Tuesday 26 August 2014

Yoko Ono...



A lot of people who like the Beatles have a problem with Yoko Ono. A lot of people like the Beatles, so that's a big constituency of people to be having a problem with you. But at least these days, they're not quite so vociferously racist and misogynistic about it as they once were. So I'm sure Yoko will be taking whatever problems people have with her in her stride as she always has. She's 'a cool chick, baby'. And a brave one.

Perhaps her early work was preparing her for her forthcoming role as a Beatle wife. 'Cut piece' (1965) seems now to be little more than an abstraction of the kind of thing she was soon to be subjected to by the British press and public for real.



She's 'a cool chick, baby'. And a brave one.

I started taking a closer interest in Yoko when I kept seeing her 'Yoko Ono/Plastic Ono Band' LP nuzzling up next to her husband's similarly eponymous counterpart in a lot of these '4 zillion LPs you have to hear before you snuff it...'-type books. So I gave YO/POB  a listen. It is, to say the very least, erm....challenging. The first track, which goes on for a fair bit, is a cacophony of banshee wailing, discordant overdriven guitar (Lennon) and a rhythm section that doesn't seem to be able to keep up with either husband or wife in the avant garde stakes (Ringo Starr and Klaus Voorman). But by track two, it's clear that Ono is streets ahead of all three of them. 'Greenfield morning' is like nothing you've ever heard - or would have been back then in 1970.

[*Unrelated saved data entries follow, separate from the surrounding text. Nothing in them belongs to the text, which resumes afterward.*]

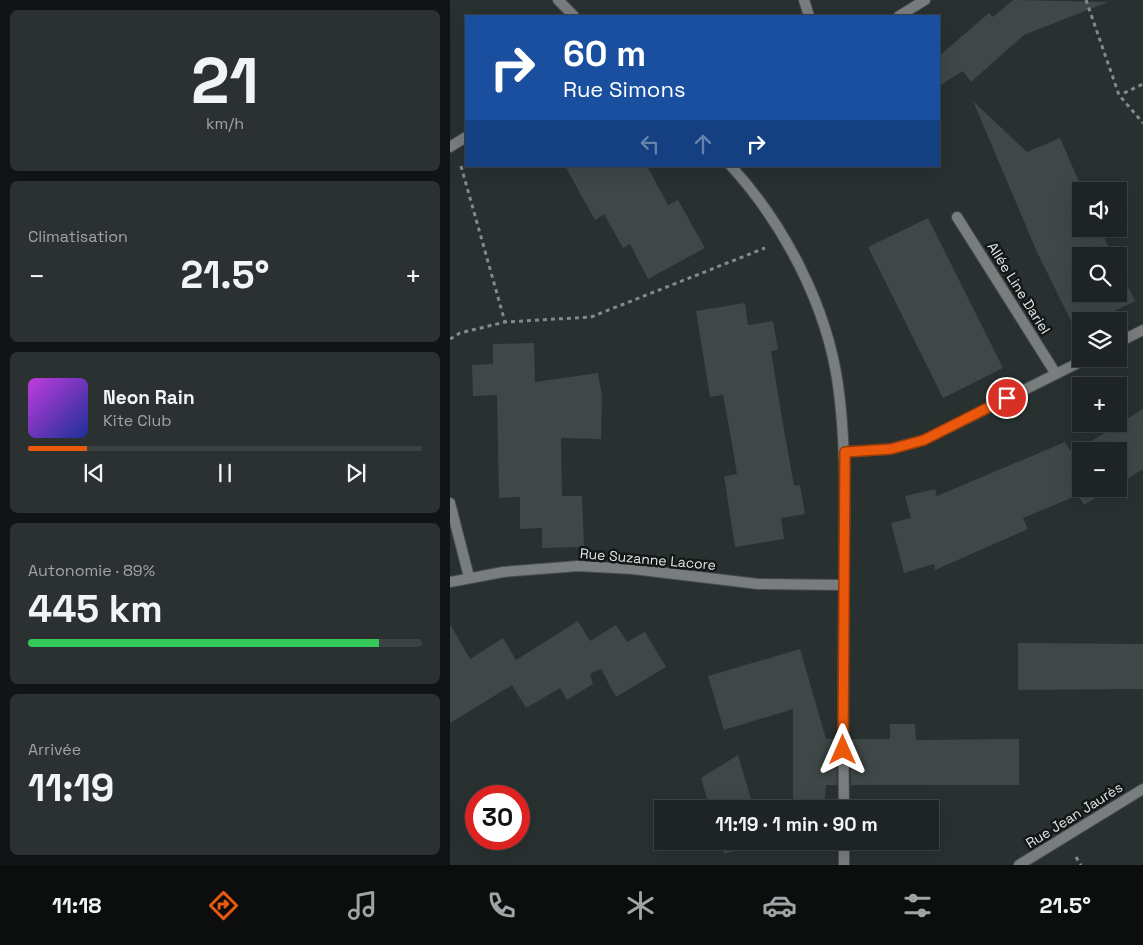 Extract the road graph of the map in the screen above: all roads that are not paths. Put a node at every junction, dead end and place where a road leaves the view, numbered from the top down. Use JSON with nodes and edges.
{"nodes":[{"id":1,"x":558,"y":0,"type":"edge"},
{"id":2,"x":804,"y":0,"type":"edge"},
{"id":3,"x":926,"y":0,"type":"edge"},
{"id":4,"x":573,"y":15,"type":"edge"},
{"id":5,"x":809,"y":15,"type":"edge"},
{"id":6,"x":901,"y":15,"type":"edge"},
{"id":7,"x":465,"y":138,"type":"edge"},
{"id":8,"x":452,"y":145,"type":"edge"},
{"id":9,"x":732,"y":167,"type":"edge"},
{"id":10,"x":957,"y":217,"type":"dead end"},
{"id":11,"x":1143,"y":330,"type":"edge"},
{"id":12,"x":1127,"y":338,"type":"edge"},
{"id":13,"x":1072,"y":366,"type":"edge"},
{"id":14,"x":1056,"y":374,"type":"junction"},
{"id":15,"x":845,"y":452,"type":"junction"},
{"id":16,"x":450,"y":503,"type":"edge"},
{"id":17,"x":469,"y":577,"type":"junction"},
{"id":18,"x":450,"y":582,"type":"edge"},
{"id":19,"x":844,"y":585,"type":"junction"},
{"id":20,"x":1143,"y":789,"type":"edge"},
{"id":21,"x":844,"y":800,"type":"edge"},
{"id":22,"x":844,"y":850,"type":"edge"},
{"id":23,"x":844,"y":865,"type":"edge"},
{"id":24,"x":1019,"y":865,"type":"edge"}],
"edges":[{"from":1,"to":4,"type":"street"},
{"from":2,"to":5,"type":"street"},
{"from":3,"to":6,"type":"street"},
{"from":7,"to":8,"type":"street"},
{"from":9,"to":15,"type":"street"},
{"from":10,"to":14,"type":"street","name":"Allée Line Dariel"},
{"from":11,"to":12,"type":"street"},
{"from":13,"to":14,"type":"street"},
{"from":14,"to":15,"type":"street"},
{"from":15,"to":19,"type":"street"},
{"from":16,"to":17,"type":"street"},
{"from":17,"to":18,"type":"street","name":"Rue Suzanne Lacore"},
{"from":17,"to":19,"type":"street","name":"Rue Suzanne Lacore"},
{"from":19,"to":21,"type":"street"},
{"from":20,"to":24,"type":"street","name":"Rue Jean Jaurès"},
{"from":22,"to":23,"type":"street"}]}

Lennon said in the 1970s that Yoko was making 1980s music and it was only in that decade that people began to recognise it in larger numbers. Indeed, contemporary reviews of the couple's 'Double Fantasy' LP I recall were grudgingly accepting of the now evident fact that, in terms of cutting edge and relevance, Yoko was leaving her bread-baking hubby quite some distance behind. A few cool ones like Viv Albertine and John Lydon were in on Yoko from the start, but it was only when that generation started to make its own music that her own influence and importance began to emerge from the shadow of 'him indoors'.

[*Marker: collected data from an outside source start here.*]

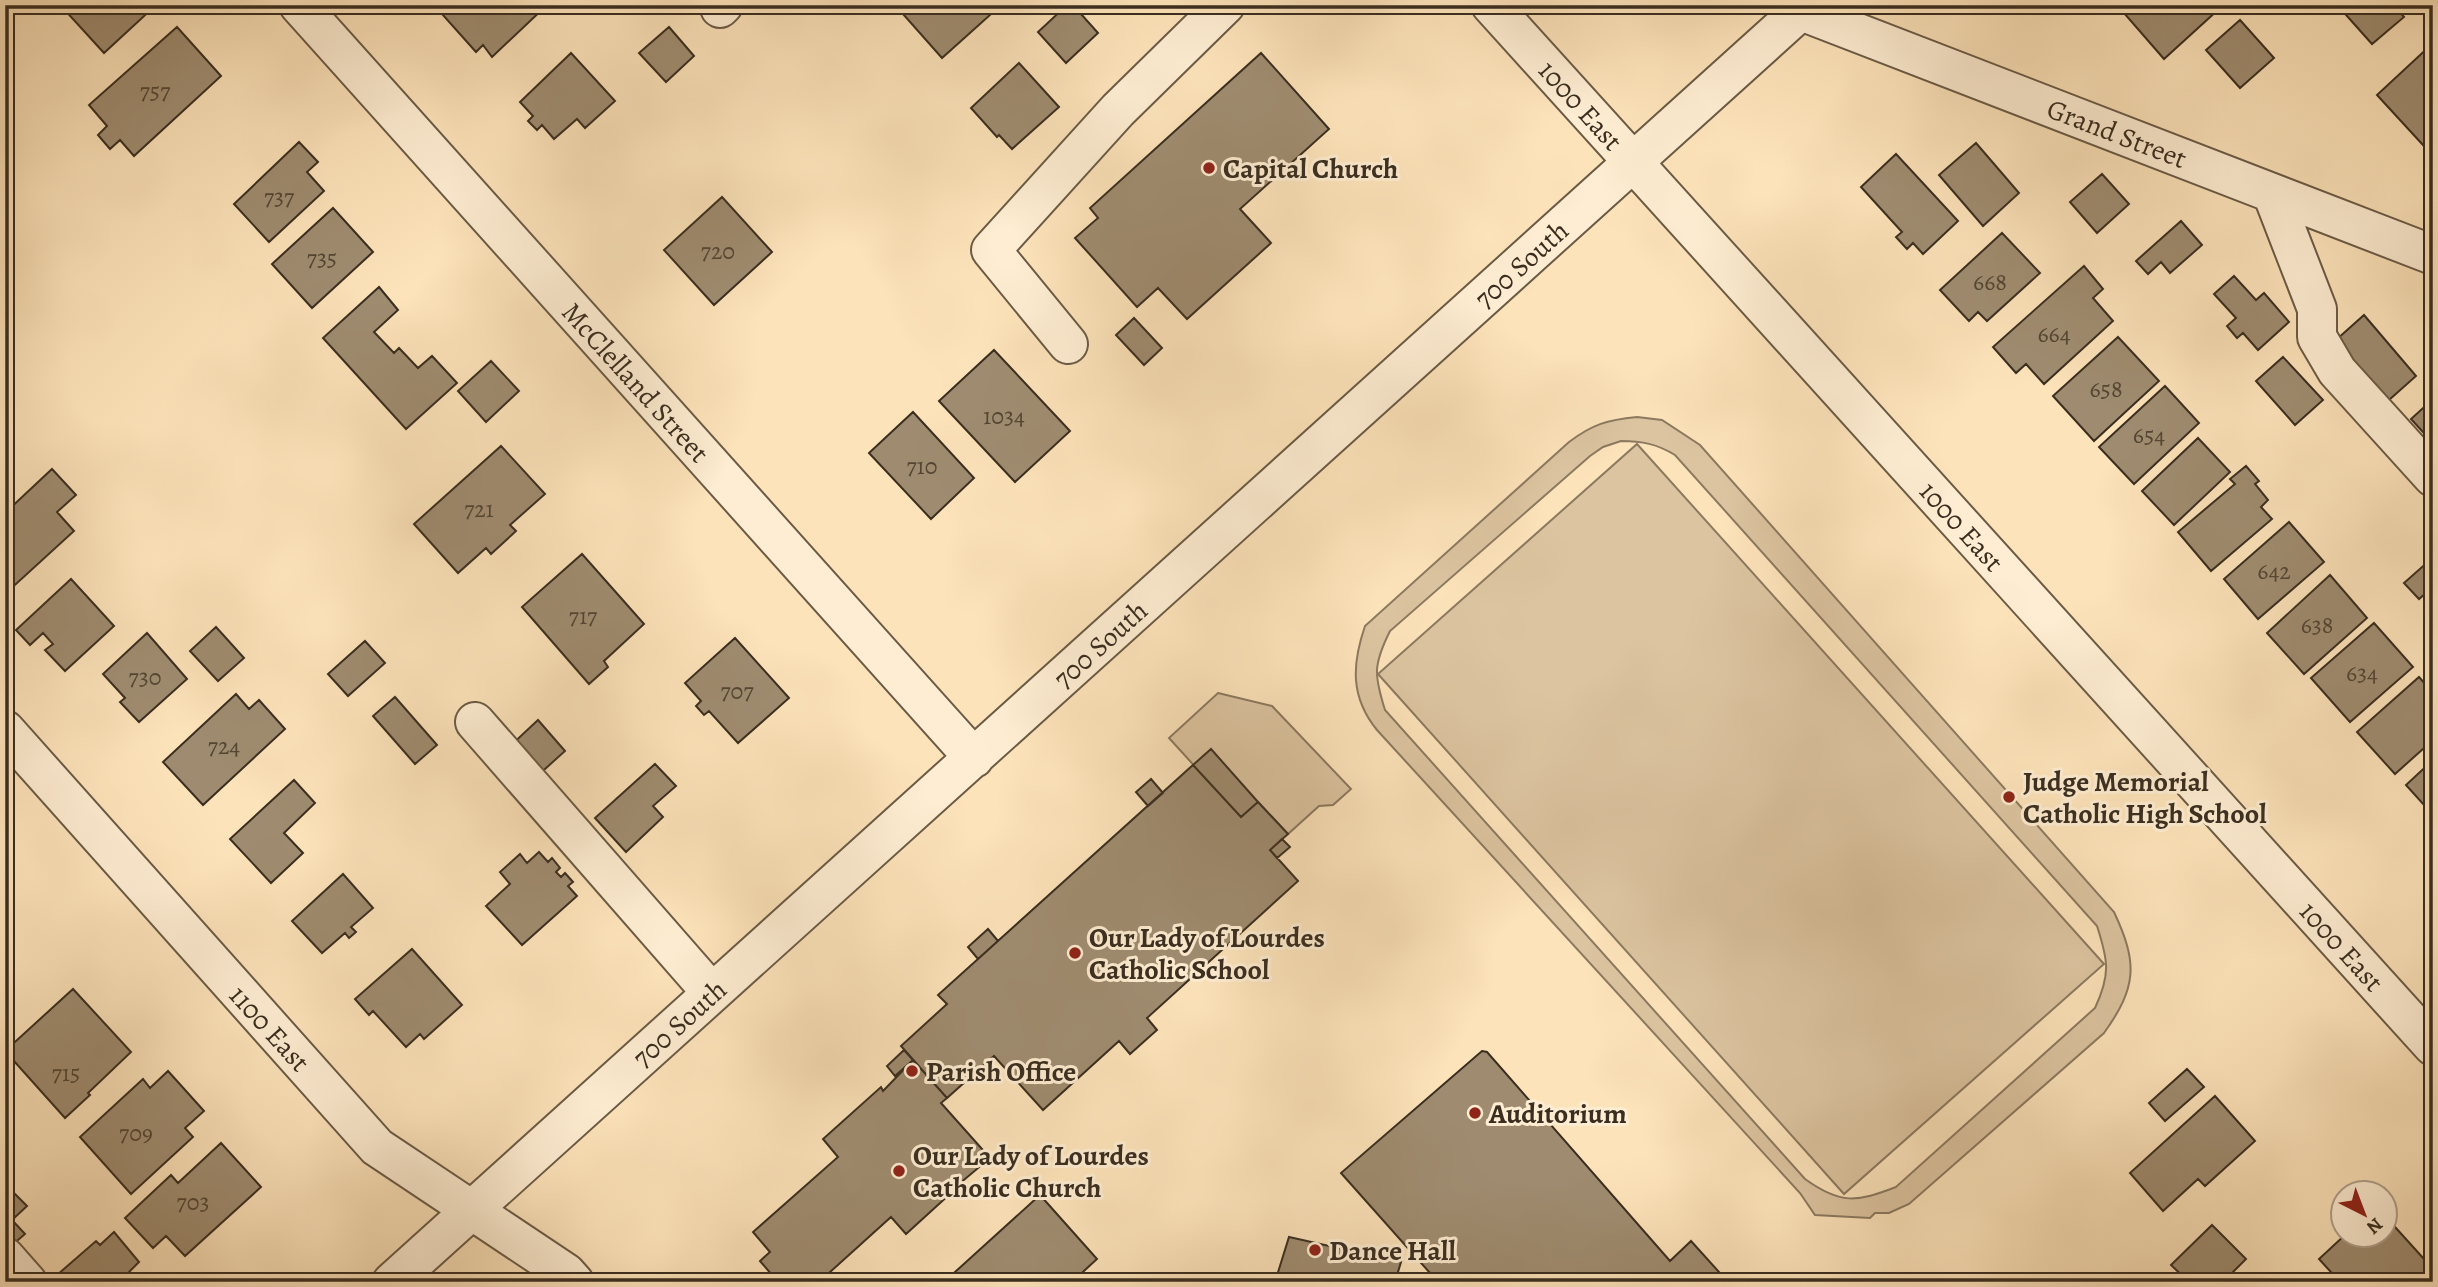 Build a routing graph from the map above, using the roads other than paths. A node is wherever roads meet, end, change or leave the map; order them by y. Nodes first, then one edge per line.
1 (299, 5) edge
2 (1225, 5) edge
3 (1490, 5) edge
4 (1804, 8) edge
5 (1633, 163) junction
6 (2272, 193) junction
7 (2433, 255) edge
8 (1068, 344) dead end
9 (2433, 477) edge
10 (475, 722) dead end
11 (5, 730) edge
12 (974, 758) junction
13 (712, 993) junction
14 (2433, 1046) edge
15 (472, 1210) junction
16 (5, 1257) edge
17 (27, 1282) edge
18 (392, 1282) edge
19 (574, 1282) edge

1 - 12 street, McClelland Street
2 - 8 street
3 - 5 street, 1000 East
4 - 5 street, 700 South
4 - 6 street, Grand Street
5 - 12 street, 700 South
5 - 14 street, 1000 East
6 - 7 street, Grand Street
6 - 9 street
10 - 13 street
11 - 15 street, 1100 East
12 - 13 street, 700 South
13 - 15 street, 700 South
15 - 18 street, 700 South
15 - 19 street, 1100 East
16 - 17 street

They were, their very publicly aired fallings out and difficulties notwithsatanding, a pretty solid and admirable couple I think. Testament to John's self-proclaimed A&R abilities is his decision to stand aside and allow Ono to carry on her career - helped, no doubt, by her uncanny abilities with the investment portfolio. Not many artists would make that sacrifice for their partners - even fewer great ones. But it was (and probably still is) so easy to laugh at them. Lennon's notorious biographer, Albert Goldman who, incidentally, should really have callled that book 'The Lives of Yoko Ono', such a hurry is he in to get his claws into her much easier to pillory contribution to the sixties counter-culture that he's so determined to piss all over - notes with glee how she was working on 'Walking on Thin Ice' with unseemly haste in the wake of her husband's assasination. Her steely-eyed resolve to be a pop star (how dare she!) over-riding any sense of decency. No mention of the fact that, back in Sussex, Paul McCartney was doing precisely the same thing. Lennon would have expected nothing less of either of them. Anyway, have a listen:




And take note Mr. Goldman's ghost: the woman watched the man she loved being gunned down in the street.

I'm thinking of ways to write a song about her - maybe John singing to her from beyond the grave? Vague idea for the title: 'Woman is the nijab of the world'. Playing on the ironies of the veil - the elimination of the superficial as a path to inner freedom. She and Lennon explored similar ideas when they (yes, it is as hard to type it without laughing as it probably is to read it) conducted interviews whilst sitting inside a bag. We'll see - there's enough there for several songs.

So yes, she deserves a song, I think. She's a cool chick, baby. And a brave one.